There are two types of persons:

The good person: The person who always tells the truth.
The bad person: The person who might tell the truth and might lie.

You are given a 0-indexed 2D integer array statements of size n x n that represents the statements made by n people about each other. More specifically, statements[i][j] could be one of the following:

0 which represents a statement made by person i that person j is a bad person.
1 which represents a statement made by person i that person j is a good person.
2 represents that no statement is made by person i about person j.

Additionally, no person ever makes a statement about themselves. Formally, we have that statements[i][i] = 2 for all 0 <= i < n.

Return the maximum number of people who can be good based on the statements made by the n people.

Example 1:

Input: statements = [[2,1,2],[1,2,2],[2,0,2]]
Output: 2
Explanation: Each person makes a single statement.
- Person 0 states that person 1 is good.
- Person 1 states that person 0 is good.
- Person 2 states that person 1 is bad.
Let's take person 2 as the key.
- Assuming that person 2 is a good person:
- Based on the statement made by person 2, person 1 is a bad person.
- Now we know for sure that person 1 is bad and person 2 is good.
- Based on the statement made by person 1, and since person 1 is bad, they could be:
- telling the truth. There will be a contradiction in this case and this assumption is invalid.
- lying. In this case, person 0 is also a bad person and lied in their statement.
- Following that person 2 is a good person, there will be only one good person in the group.
- Assuming that person 2 is a bad person:
- Based on the statement made by person 2, and since person 2 is bad, they could be:
- telling the truth. Following this scenario, person 0 and 1 are both bad as explained before.
- Following that person 2 is bad but told the truth, there will be no good persons in the group.
- lying. In this case person 1 is a good person.
- Since person 1 is a good person, person 0 is also a good person.
- Following that person 2 is bad and lied, there will be two good persons in the group.
We can see that at most 2 persons are good in the best case, so we return 2.
Note that there is more than one way to arrive at this conclusion.

Example 2:

Input: statements = [[2,0],[0,2]]
Output: 1
Explanation: Each person makes a single statement.
- Person 0 states that person 1 is bad.
- Person 1 states that person 0 is bad.
Let's take person 0 as the key.
- Assuming that person 0 is a good person:
    - Based on the statement made by person 0, person 1 is a bad person and was lying.
    - Following that person 0 is a good person, there will be only one good person in the group.
- Assuming that person 0 is a bad person:
    - Based on the statement made by person 0, and since person 0 is bad, they could be:
        - telling the truth. Following this scenario, person 0 and 1 are both bad.
            - Following that person 0 is bad but told the truth, there will be no good persons in the group.
        - lying.
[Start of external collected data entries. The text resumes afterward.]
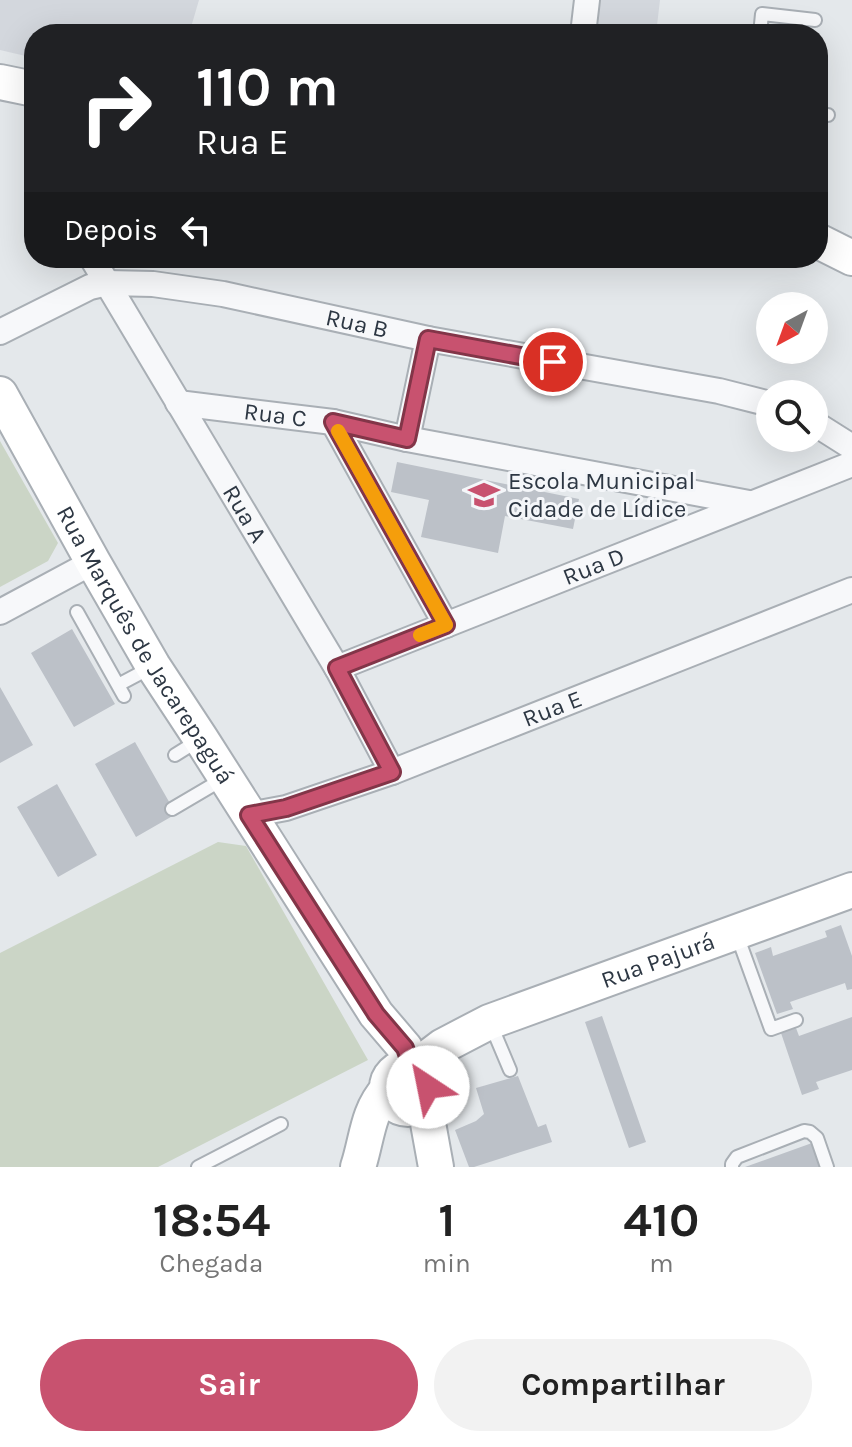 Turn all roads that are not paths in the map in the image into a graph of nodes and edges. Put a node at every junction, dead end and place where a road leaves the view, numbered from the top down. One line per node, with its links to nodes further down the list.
1 (587, 0): 3 (street)
2 (815, 20): 4 (lane)
3 (584, 24)
4 (761, 24)
5 (0, 82): 6 (street)
6 (24, 87)
7 (828, 246): 8 (street)
8 (852, 258)
9 (98, 268): 10 (street, Rua A)
10 (107, 283): 11 (street, Rua B); 12 (street, Rua B); 15 (street, Rua A)
11 (0, 332)
12 (428, 339): 14 (street, Rua B); 18 (street)
13 (0, 394): 22 (street, Rua Marquês de Jacarepaguá)
14 (756, 400)
15 (178, 403): 16 (street, Rua C); 28 (street, Rua A)
16 (333, 422): 18 (street, Rua C); 26 (street)
17 (828, 432): 19 (street)
18 (407, 439): 21 (street, Rua C)
19 (852, 447)
20 (852, 464): 21 (street, Rua D)
21 (749, 503): 26 (street, Rua D)
22 (93, 562): 24 (street); 27 (street, Rua Marquês de Jacarepaguá)
23 (852, 590): 29 (street, Rua E)
24 (0, 612)
25 (77, 612): 27 (lane)
26 (446, 625): 28 (street, Rua D)
27 (153, 666): 30 (street, Rua Marquês de Jacarepaguá)
28 (337, 668): 29 (street, Rua A)
29 (392, 772): 32 (street, Rua E)
30 (225, 778): 31 (lane); 32 (street, Rua Marquês de Jacarepaguá)
31 (172, 809)
32 (249, 815): 38 (street, Rua Marquês de Jacarepaguá)
33 (852, 890): 34 (street, Rua Pajurá)
34 (735, 932): 35 (lane); 36 (street, Rua Pajurá)
35 (796, 1020)
36 (477, 1028): 37 (lane); 38 (street, Rua Pajurá)
37 (510, 1070)
38 (408, 1088): 40 (street); 42 (street, Rua Marquês de Jacarepaguá)
39 (281, 1124): 41 (lane)
40 (362, 1157)
41 (198, 1167)
42 (436, 1167)
43 (732, 1167): 44 (lane)
44 (827, 1167)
In this case person 1 is a good person.
            - Following that person 0 is bad and lied, there will be only one good person in the group.
We can see that at most, one person is good in the best case, so we return 1.
Note that there is more than one way to arrive at this conclusion.

Constraints:

n == statements.length == statements[i].length
2 <= n <= 15
statements[i][j] is either 0, 1, or 2.
statements[i][i] == 2

Try coding it in LeetCode

Solution

Clarifying Questions

When you get asked this question in a real-life environment, it will often be ambiguous (especially at FAANG). Make sure to ask these questions in that case:

What are the constraints on the size of the `statements` array (i.e., the maximum value of n)?
For `statements[i][j]`, can the value ever be something other than 0, 1, or 2?
If no consistent group can be formed (e.g., due to contradictory statements), what value should I return?
Is there a guaranteed minimum size for the input array `statements`? For example, will it ever be null or empty?
To confirm my understanding, a 'consistent group' means that if person 'i' is good, then `statements[i][j]` must accurately reflect person 'j' (either 1 if 'j' is good or 0 if 'j' is a liar). Similarly, if person 'i' is a liar, then statements made by person 'i' cannot accurately reflect person 'j', i.e., 'i' claims 'j' is good and 'j' is actually a liar, or 'i' claims 'j' is a liar and 'j' is actually good. Is that correct?

Brute Force Solution

Approach

The brute force strategy for this problem means trying every possible combination of who could be a good person and who could be a bad person. We then check if each of those combinations is consistent with the statements given to us.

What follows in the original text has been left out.